David Skinner, general manager of the Saenger, said renovations to the facility were done to “return the building to its original grandeur of 1927, along with today’s technological, electronic and customer convenience improvements.”

“That is behind-the-scenes kind of stuff that people won’t see,” he said. “They just realize now that when they come in the building, it’s more comfortable and patron-friendly maybe than what they remember.”

With the Saenger hosting a steady lineup of big-name performances as part of the Broadway in New Orleans series, Skinner isn’t too worried over the potential new competition.

“You have to look at it this way: You have to really crank the clock back,” he said. “Let’s suppose you go back 10 years ago. With the exception of the Civic, all of those theaters were operating then. You had Loew’s, you had the Orpheum, you had Mahalia and you had the Saenger, and 10 years ago, they were all operating to a certain level of success.”

He added: “It’s kind of like having a number of department stores in the city. Each venue finds its own niche, and what it’s best at presenting, and that’s, of course, tempered by the size of the venue.”

Wide range of sizes

In fact, having a bevy of venues with a range of sizes may help local booking agents attract more national touring groups, said Marco Perez, general manager of the University of New Orleans Lakefront Arena, which can seat about 10,000 people.

“You’ve got to have the right capacity, the right fit, the right size for the demand of any particular artist,” he said. “It’s not necessarily a competition thing. It’s more of a size thing. It’s more of a tour thing.”

Somewhat muddying the waters, Perez said, is a recent drop in the number of groups hitting the road “in the abundance as they used to be.”

“That’s a different change in the landscape that we don’t necessarily like,” he said.

Gary Bongiovanni, the editor of Pollstar, a trade publication that covers the concert industry, believes that most major cities of New Orleans’ size can support at least two theaters at the opposite ends of size spectrum, between 1,200 and 2,500 seats.

“Because New Orleans is such a music-oriented town and there is so much tourism, it likely could support more than the average market,” he said.

Each of the theaters, once restored, will have its own appeal.

“Artists like to play historical theaters because generally the acoustics in them are very good,” Bongiovanni said. “If they’re nicely restored, they really are beautiful places to play.”

Reviving a neighborhood

Reopening of so many refurbished theaters will also breathe new life back to a mostly rundown section of the Central Business District, said John Stubbs, director of Tulane University’s master of preservation studies program in its Architecture School.

Stubbs noted a similar revival that occurred in Boston’s historic theater district, a neighborhood where several old movie houses have been revived in recent years, with historic façades and structures now lining the cityscape.
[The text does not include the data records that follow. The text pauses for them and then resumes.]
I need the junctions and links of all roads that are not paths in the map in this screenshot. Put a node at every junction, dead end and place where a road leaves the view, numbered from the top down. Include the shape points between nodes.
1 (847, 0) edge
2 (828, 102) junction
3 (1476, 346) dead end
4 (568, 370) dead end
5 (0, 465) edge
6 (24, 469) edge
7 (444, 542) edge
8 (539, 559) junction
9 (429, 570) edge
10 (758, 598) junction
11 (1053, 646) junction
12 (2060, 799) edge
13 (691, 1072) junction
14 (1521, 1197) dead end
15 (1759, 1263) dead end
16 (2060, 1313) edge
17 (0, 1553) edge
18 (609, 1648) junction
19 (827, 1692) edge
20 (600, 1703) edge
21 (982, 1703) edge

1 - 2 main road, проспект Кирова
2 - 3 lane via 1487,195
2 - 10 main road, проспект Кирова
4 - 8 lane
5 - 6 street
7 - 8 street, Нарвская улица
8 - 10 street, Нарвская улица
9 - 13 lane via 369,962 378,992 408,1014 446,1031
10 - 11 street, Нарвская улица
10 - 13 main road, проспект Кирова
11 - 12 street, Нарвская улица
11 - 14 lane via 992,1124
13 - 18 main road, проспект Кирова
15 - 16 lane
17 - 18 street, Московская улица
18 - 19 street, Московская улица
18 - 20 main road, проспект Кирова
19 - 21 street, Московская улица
“These are beloved major movie theaters that had really fallen by the wayside and several on the same strip in downtown Boston,” he said. “They helped not only restore that amenity to the city, but it helped restore the whole district.”

Likewise, Kurt Weigel, head of New Orleans’ Downtown Development District, said the collection of theaters will have “a tremendous impact” on the district, triggering a lift to nearby property values and retail sales.
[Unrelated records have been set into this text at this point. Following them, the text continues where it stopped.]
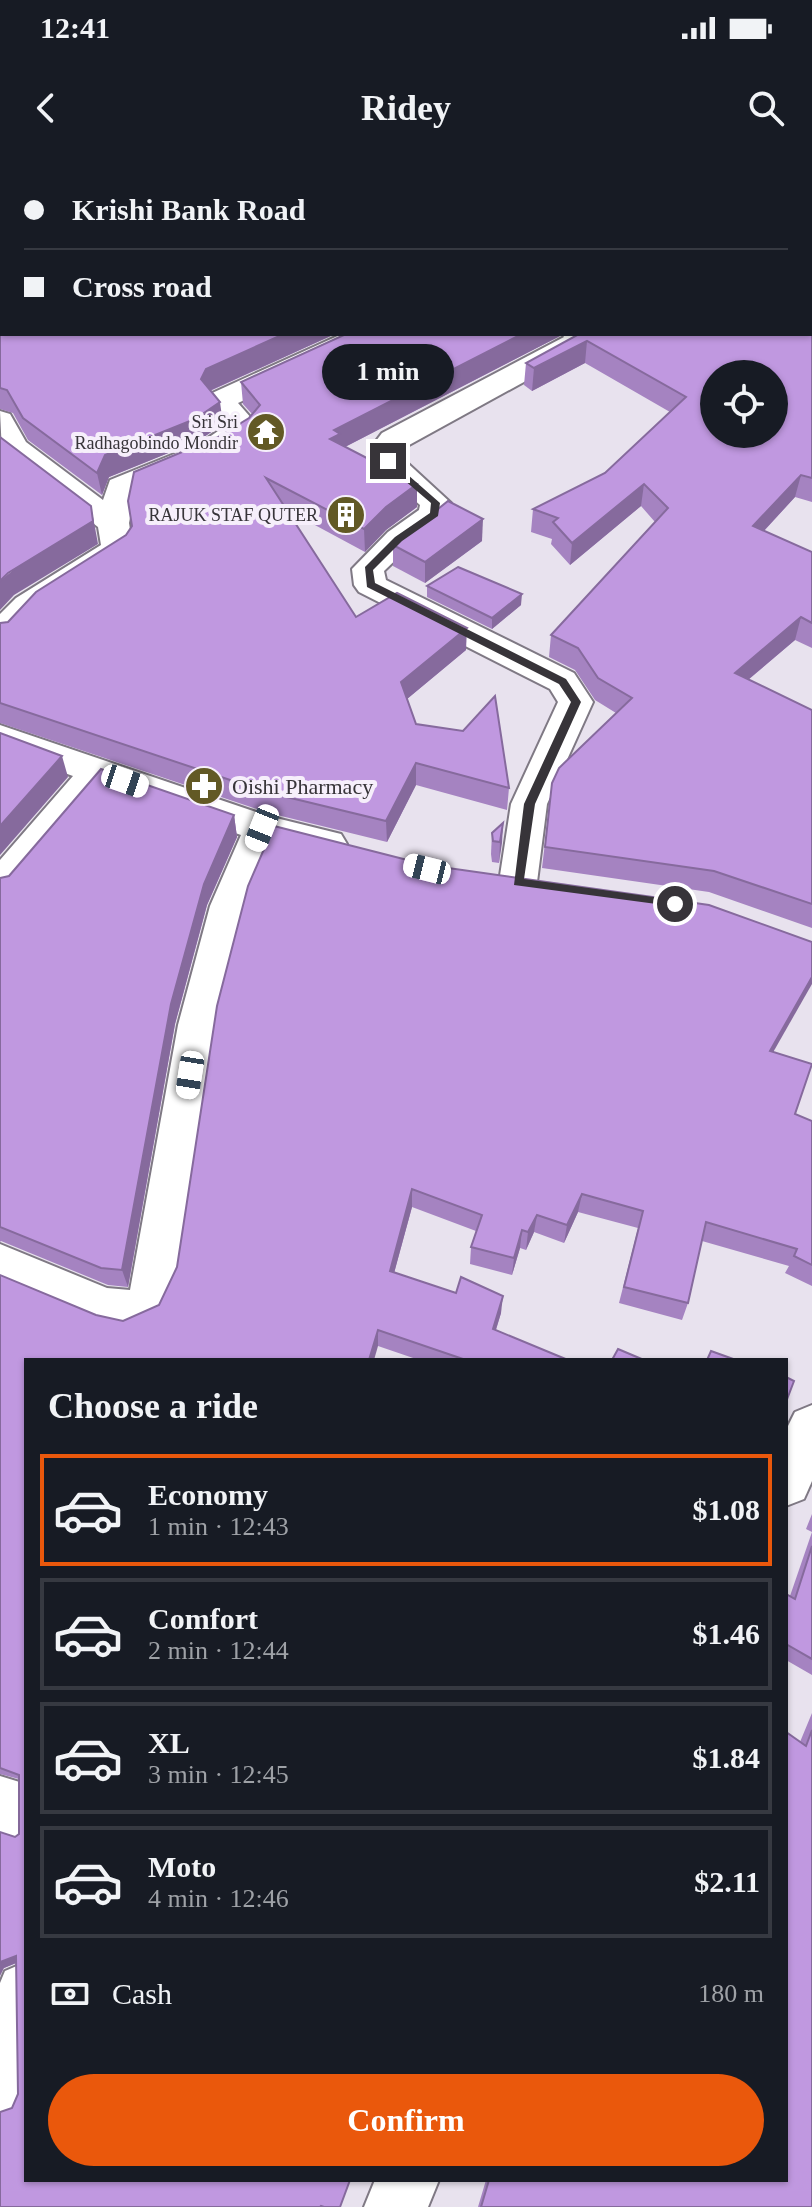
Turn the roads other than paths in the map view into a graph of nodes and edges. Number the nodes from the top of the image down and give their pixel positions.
1 (361, 336) edge
2 (580, 336) edge
3 (0, 420) edge
4 (113, 523) junction
5 (0, 634) edge
6 (0, 737) edge
7 (98, 771) junction
8 (262, 828) junction
9 (360, 852) edge
10 (518, 882) edge
11 (0, 885) edge
12 (0, 1264) edge
13 (812, 1428) edge
14 (788, 1478) edge
15 (0, 1804) edge
16 (24, 1811) edge
17 (24, 1999) edge
18 (0, 2082) edge
19 (406, 2182) edge
20 (396, 2207) edge

1 - 4 street
2 - 10 street
3 - 4 street
4 - 5 street
6 - 7 street
7 - 8 street
7 - 11 street
8 - 9 street
8 - 12 street
13 - 14 street
15 - 16 street
17 - 18 street
19 - 20 street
“When a theater like that is dark, it casts a pall over any street for blocks and blocks. Just having those theaters active, having the lights on, creates a lot of positive energy,” he said.

While Weigel believes there will be enough business for each of the theaters, he said it will take some cooperation among the operators to ensure they’re not aiming for the same market share.

“There’s going to be some overlap, no question, but as long as we pay attention and make sure they’re not going head to head and depending on the same shows and visitors, I think we’re going to be fine,” he said.